The opposite, however — an upfront wholesale all-round reduction in the debt/credit overhang — looks like the only way out that would have ensured growth and employment. There is no dearth of proposals in that direction. But, to my knowledge, in almost all cases these relief schemes start from the wrong point, i.e., they place responsibility for the crisis squarely on the countries receiving the financial flows rather than on the institutions in the core countries “pushing” them and their supervisors, as well as the deregulated environment in which those financial institutions operate.

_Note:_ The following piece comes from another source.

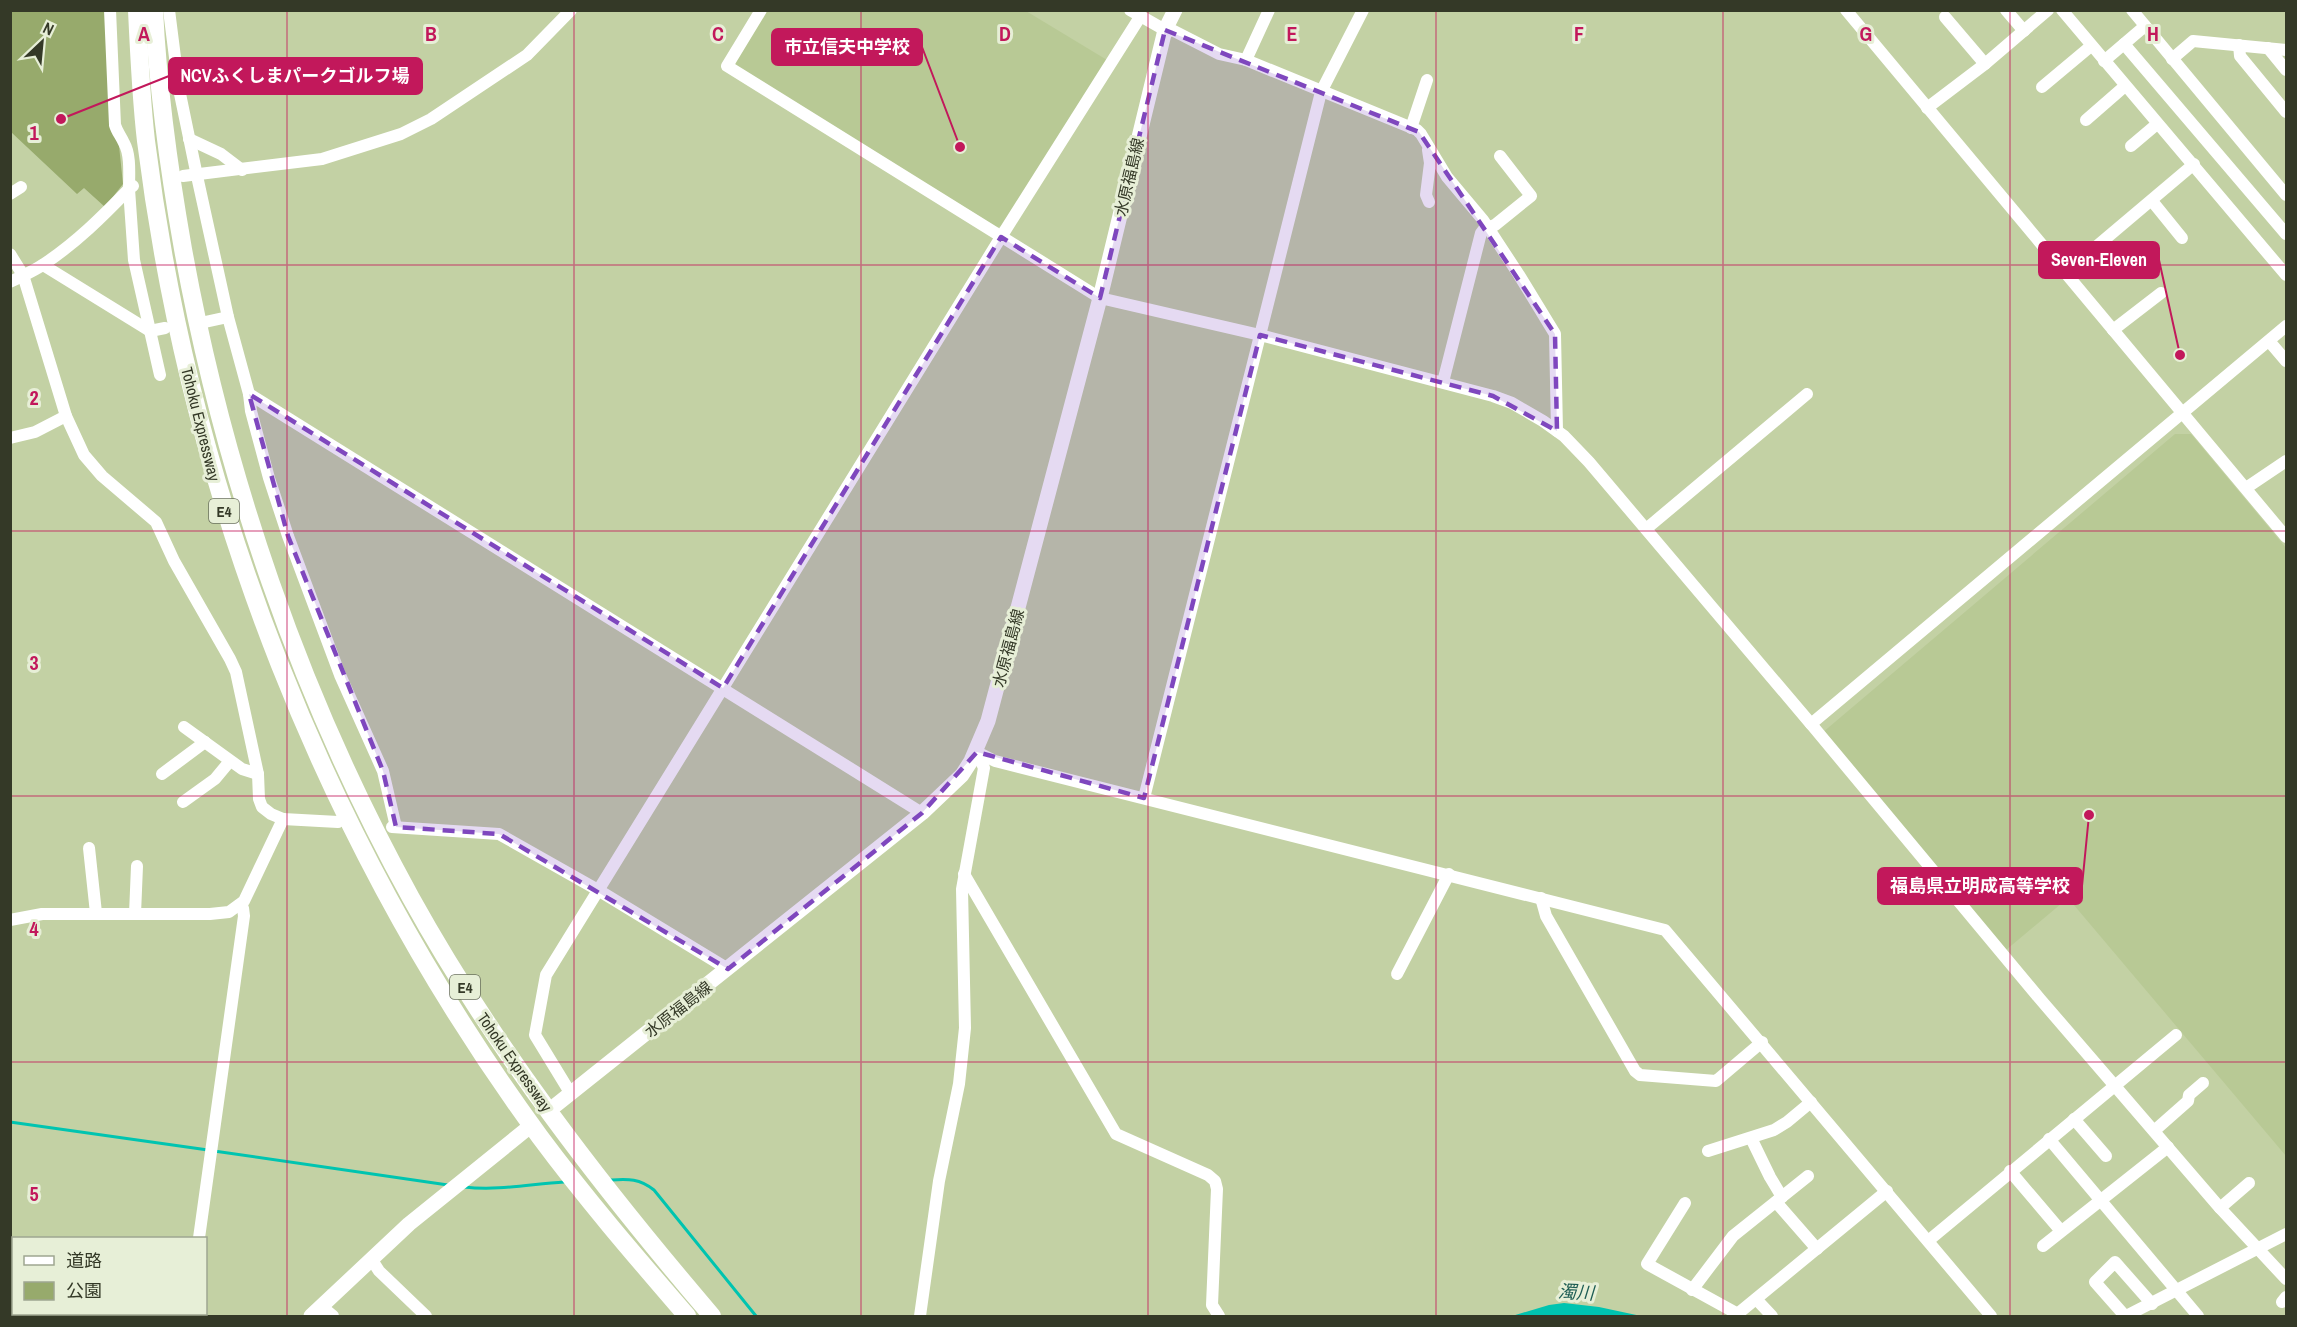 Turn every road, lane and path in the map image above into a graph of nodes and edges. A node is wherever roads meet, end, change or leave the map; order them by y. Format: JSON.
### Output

Moreover, and in a language that should be avoided because of the danger of feeding old feuds and xenophobia, there has been too much loose talk about overcoming “German” opposition to an alternative way out. The matter has been framed as if creditors were disciplined, high-saving German people and not a narrow — if powerful — group of financial institutions merely providing finance and not necessarily transferring savings. Consequently, the issue has been framed as a conflict between different euro area nations, hardly a helpful way to strengthen the integration process.
What is in crisis, therefore, as it was the case back in the 1980s and 1990s for Emerging Market Economies like those in Latin America, is the strategy of “triangular bailouts” of large creditor center banks through the wrong means, i.e. via further compression of economic activity in the peripheral countries and transfers of a sizable portion of those credits to official institutions — so that debtors can keep up to date with servicing the “toxic” loans on the balance sheets of “Too-Big-To-Fail” banks in the ‘core’ countries.
Oddly enough, it could be proved that these schemes also imply that the center countries also lose in terms of GDP and employment.
Already back in the 1980s, “debt relief” by the center countries’ governments was shown to be a global positive force for growth that boosted their own domestic economies. That was the conclusion of simulations done by the Research Department of the IMF with their world economy model of those days. It was presented to a meeting of what was then called the Interim Committee as an Appendix to the WEO of March 1988 (in mimeo form in that pre-digital era) that was inexplicably struck out from the printed version made available to the general public.
Therefore, taking the narrow side of the banks, governments in the center countries, besides victimizing peripheral countries, had to force other sectors of their own societies — the legendary poor carpenters and plumbers as well as middle class taxpayers — to pay for the adventurous behavior of those institutions.
A different diagnosis and the corresponding policies are urgently needed not only for the sake of growth and employment but also to avoid dangerous and avoidable nationalistic divisions in Europe.